# EXERCISE PROMPT
Work through the records that follow and return each line containing the word "Bandeiras".

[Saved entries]

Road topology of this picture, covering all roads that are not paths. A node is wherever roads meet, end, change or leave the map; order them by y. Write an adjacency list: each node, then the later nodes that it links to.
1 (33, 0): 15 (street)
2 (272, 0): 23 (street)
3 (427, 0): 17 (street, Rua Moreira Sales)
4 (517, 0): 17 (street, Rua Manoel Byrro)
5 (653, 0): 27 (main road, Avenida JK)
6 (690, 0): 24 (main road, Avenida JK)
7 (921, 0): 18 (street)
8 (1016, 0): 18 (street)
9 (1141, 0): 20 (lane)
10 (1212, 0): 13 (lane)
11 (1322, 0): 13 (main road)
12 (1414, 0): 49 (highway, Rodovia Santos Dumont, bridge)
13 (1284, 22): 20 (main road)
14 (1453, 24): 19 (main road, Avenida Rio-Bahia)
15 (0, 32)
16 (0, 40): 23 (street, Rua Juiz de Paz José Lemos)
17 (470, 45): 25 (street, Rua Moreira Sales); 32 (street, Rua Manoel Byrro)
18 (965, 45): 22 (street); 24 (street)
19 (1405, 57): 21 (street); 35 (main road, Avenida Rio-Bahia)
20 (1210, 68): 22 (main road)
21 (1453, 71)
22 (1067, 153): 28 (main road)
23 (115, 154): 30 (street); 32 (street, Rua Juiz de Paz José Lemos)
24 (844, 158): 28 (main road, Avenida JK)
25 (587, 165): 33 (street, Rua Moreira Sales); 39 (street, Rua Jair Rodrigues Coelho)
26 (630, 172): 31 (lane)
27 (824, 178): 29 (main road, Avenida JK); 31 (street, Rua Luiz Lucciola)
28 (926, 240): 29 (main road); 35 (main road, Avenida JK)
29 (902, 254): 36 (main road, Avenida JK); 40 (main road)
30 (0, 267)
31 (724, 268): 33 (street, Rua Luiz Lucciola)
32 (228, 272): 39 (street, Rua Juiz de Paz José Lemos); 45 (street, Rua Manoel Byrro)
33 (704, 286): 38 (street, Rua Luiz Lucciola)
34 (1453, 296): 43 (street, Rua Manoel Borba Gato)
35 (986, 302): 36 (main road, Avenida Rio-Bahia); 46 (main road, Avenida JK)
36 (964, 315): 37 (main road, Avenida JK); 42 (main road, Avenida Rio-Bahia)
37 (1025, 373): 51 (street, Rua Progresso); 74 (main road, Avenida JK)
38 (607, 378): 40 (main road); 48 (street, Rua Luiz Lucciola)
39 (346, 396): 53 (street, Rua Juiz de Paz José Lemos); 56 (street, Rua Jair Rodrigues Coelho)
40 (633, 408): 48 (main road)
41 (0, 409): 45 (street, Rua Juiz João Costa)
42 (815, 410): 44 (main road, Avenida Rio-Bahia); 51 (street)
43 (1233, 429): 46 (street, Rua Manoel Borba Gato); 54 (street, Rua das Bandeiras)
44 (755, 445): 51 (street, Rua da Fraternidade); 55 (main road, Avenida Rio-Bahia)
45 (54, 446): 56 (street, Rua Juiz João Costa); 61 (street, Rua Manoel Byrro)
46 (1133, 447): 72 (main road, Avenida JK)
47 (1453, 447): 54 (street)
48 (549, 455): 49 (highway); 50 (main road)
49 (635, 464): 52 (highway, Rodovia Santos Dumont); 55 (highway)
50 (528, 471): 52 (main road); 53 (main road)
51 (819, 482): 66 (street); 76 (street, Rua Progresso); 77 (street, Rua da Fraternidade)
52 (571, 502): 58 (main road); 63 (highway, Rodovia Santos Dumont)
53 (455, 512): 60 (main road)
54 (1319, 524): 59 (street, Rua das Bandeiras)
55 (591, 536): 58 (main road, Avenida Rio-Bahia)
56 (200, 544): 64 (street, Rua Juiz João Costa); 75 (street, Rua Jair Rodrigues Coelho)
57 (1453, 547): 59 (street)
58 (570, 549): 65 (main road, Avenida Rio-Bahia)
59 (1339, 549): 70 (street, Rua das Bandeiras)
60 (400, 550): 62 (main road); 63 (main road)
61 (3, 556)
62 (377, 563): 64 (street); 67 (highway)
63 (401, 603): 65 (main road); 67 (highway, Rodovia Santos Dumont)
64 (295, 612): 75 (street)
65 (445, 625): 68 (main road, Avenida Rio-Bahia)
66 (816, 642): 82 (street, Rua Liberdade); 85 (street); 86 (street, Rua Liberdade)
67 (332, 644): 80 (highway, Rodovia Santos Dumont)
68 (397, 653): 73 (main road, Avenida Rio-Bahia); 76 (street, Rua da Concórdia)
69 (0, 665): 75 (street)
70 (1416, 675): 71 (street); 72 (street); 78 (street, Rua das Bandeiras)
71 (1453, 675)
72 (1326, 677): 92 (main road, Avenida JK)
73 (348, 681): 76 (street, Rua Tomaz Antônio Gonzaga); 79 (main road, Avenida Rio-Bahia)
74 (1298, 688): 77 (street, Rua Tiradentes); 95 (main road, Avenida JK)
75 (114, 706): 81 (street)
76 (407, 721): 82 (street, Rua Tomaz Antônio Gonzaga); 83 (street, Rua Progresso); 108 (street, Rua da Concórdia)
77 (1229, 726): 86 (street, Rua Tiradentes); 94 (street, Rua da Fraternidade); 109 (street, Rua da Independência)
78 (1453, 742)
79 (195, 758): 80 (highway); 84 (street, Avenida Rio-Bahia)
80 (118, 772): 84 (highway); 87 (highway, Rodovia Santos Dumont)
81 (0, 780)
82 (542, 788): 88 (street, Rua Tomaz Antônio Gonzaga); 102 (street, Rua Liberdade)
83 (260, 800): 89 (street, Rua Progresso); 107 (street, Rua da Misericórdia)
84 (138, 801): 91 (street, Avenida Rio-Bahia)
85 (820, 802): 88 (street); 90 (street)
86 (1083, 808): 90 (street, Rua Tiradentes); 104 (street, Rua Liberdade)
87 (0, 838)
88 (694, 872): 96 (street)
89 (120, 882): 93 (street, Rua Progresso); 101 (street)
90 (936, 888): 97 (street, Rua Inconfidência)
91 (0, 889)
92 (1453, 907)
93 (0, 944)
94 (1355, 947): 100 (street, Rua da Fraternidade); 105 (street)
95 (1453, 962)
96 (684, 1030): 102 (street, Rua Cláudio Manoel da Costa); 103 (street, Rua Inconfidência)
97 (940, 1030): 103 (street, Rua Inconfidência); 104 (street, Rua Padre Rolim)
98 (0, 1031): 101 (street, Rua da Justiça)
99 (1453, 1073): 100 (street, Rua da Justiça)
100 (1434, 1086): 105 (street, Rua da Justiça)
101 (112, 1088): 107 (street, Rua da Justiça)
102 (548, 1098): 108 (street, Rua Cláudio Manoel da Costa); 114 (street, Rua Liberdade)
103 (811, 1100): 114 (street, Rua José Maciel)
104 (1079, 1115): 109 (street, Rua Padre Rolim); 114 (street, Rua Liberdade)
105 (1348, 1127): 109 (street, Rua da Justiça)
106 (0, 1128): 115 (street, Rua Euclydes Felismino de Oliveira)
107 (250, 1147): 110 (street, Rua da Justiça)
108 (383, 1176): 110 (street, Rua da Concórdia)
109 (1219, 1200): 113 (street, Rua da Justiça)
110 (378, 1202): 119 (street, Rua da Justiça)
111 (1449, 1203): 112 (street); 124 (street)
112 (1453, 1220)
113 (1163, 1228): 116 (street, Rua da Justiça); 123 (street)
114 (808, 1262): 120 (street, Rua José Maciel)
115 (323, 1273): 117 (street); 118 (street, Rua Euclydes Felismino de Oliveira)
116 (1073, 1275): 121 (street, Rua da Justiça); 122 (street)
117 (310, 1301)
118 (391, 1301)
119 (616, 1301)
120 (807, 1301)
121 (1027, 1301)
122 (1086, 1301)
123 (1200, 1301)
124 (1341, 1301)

# COMPLETED EXERCISE
43 (1233, 429): 46 (street, Rua Manoel Borba Gato); 54 (street, Rua das Bandeiras)
54 (1319, 524): 59 (street, Rua das Bandeiras)
59 (1339, 549): 70 (street, Rua das Bandeiras)
70 (1416, 675): 71 (street); 72 (street); 78 (street, Rua das Bandeiras)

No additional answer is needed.